Daring Calatrava
Spanish architect Santiago Calatrava said last week that his World Trade Center transportation hub is his most emotional project, and his South St. condo idea his most daring.
“It’s daring because it’s so different from any other building,” Calatrava told UnderCover last Thursday, after a free lecture organized by the Downtown Alliance. The cantilevered, box-shaped condos Calatrava is designing for developer Frank Sciame have wowed Mayor Bloomberg, who may have the $50 million to spare to buy one.
Calatrava’s sketches, sculptures and designs are currently featured at the Metropolitan Museum of Art. The hub under construction at the W.T.C. is based on the architect’s sketches of birds in flight.
Calatrava told the crowd he hopes the train station will be an “icon not only from the street level but from one building to another,” as he showed a rendering of the arched, underground passageway leading to the Winter Garden.
He also has his head above ground. “We work in a different scale than the [W.T.C.] skyscrapers,” Calatrava told us. “Many people will look at the building from the top.”
Not just for tourists anymore
The South Street Seaport won’t be a place you visit “because your tour bus operator says you have to”
for much longer, says Seaport Marketplace vice president Michael Piazzola.
When the Seaport’s owner (and Piazzola’s boss) General Growth finally gets around to unveiling its plans to revamp the vapid mall, it will “be a destination in and of itself.” Not because it’s General Growth’s prerogative.
It’s the city’s.
“The city has told General Growth that they would prefer the Seaport have a neighborhood feel,” said Piazzola at a Small Business Forum at Pace University last Thursday night. The real estate investment trust “has heard the city,” he said. In the next few months, the company will unveil a Beyer Blinder Belle-designed plan for properties that were once part of the Fulton Fish Market, which swam up to the Bronx last year. General Growth is considering a hotel and entertainment venue for the property, possibly a theater.

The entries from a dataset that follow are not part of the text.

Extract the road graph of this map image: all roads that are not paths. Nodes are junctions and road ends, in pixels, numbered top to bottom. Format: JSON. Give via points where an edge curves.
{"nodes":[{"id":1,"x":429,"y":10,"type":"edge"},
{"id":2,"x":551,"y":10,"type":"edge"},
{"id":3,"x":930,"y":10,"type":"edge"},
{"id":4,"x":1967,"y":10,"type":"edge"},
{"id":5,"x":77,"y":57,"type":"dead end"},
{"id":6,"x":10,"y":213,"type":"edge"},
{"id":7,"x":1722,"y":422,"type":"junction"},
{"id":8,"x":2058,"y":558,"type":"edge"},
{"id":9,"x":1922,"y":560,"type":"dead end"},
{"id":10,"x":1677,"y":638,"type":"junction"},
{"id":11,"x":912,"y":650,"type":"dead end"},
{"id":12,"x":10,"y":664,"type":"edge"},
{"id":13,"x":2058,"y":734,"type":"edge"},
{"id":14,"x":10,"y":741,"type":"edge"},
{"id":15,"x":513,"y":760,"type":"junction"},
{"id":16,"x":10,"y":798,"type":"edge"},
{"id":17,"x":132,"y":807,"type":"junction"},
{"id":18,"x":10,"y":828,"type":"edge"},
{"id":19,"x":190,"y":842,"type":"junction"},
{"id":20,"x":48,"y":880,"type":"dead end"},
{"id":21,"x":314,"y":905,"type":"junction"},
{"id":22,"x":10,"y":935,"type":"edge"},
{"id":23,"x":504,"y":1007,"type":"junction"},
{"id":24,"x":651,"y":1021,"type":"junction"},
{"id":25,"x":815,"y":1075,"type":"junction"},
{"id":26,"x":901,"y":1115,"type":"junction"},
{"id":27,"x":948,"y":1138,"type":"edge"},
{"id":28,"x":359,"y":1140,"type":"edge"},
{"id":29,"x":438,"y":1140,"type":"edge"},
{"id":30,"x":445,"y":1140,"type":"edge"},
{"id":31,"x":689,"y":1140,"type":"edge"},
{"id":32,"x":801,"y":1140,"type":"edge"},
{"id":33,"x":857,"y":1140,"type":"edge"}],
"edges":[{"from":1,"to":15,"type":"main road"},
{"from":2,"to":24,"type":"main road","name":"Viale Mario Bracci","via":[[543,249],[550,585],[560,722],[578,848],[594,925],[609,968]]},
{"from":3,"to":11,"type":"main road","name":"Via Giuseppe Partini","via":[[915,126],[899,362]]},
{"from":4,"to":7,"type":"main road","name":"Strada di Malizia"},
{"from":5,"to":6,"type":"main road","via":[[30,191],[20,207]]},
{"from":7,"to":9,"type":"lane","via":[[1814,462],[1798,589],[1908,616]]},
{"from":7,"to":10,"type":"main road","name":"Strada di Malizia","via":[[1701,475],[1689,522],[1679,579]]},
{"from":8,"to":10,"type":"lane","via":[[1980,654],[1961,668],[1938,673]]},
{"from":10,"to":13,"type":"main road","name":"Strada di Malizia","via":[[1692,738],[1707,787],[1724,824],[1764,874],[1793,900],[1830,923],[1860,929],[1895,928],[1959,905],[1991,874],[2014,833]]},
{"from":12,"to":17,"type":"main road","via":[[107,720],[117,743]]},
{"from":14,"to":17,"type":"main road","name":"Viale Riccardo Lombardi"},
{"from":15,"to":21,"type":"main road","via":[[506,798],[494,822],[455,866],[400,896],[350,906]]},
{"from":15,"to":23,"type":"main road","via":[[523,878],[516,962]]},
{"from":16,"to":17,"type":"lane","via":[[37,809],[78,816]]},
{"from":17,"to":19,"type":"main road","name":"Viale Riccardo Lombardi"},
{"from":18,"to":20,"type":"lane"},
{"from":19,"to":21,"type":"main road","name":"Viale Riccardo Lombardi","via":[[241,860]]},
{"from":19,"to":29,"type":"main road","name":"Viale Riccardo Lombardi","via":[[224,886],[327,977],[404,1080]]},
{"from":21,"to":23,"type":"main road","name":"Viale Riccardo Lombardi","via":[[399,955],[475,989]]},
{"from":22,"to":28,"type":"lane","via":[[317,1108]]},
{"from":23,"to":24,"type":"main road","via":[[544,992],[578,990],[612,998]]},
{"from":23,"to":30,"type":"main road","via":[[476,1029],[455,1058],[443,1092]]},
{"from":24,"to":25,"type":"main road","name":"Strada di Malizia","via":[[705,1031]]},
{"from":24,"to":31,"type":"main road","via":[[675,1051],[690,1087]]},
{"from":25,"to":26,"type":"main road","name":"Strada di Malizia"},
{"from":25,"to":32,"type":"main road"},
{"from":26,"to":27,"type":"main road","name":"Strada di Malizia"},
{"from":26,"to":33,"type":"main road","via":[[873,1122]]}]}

Piazzola wasn’t the only panelist predicting the neighborhood’s future at the Community Board 1-hosted event. “We see retail rents rising… with no end in sight,” envisioned Cushman & Wakefield associate Steve Soutendijk. With Sephora recently signing a lease at 150 Broadway paying $215 a square foot, “the market will not be good news” for museums and non-profits Downtown, said Cushman & Wakefield senior director James Downey.
Man love
Tribeca’s metrosexuals will soon have a place to call their own. John Allen is setting up his flagship eponymous men’s “club” at the River Loft on Washington St. next month. The club offers men a haircut, manicure and shoeshine for (sorry ladies!) a modest $65 and “is all about making guys feel comfortable with grooming,” said John Allen spokesperson Andrew Swan.
Why the low price in this high-end Tribeca market? “We’re trying not to alienate anyone.”
The 418 Washington St. club — Swan was reluctant to dub it a “spa”—has three other locations, on Trinity Place, on E. 46th St. and in Saks Fifth Avenue, but Tribeca will be the 18-year-old company’s home base.
“We’ve always thought there’s a little bit more to the Tribeca neighborhood,” Swan explained. The 3,000 sq. ft. spread will also have a media room with Saturday night screenings.
“A grooming regiment should be part of every guy’s day.”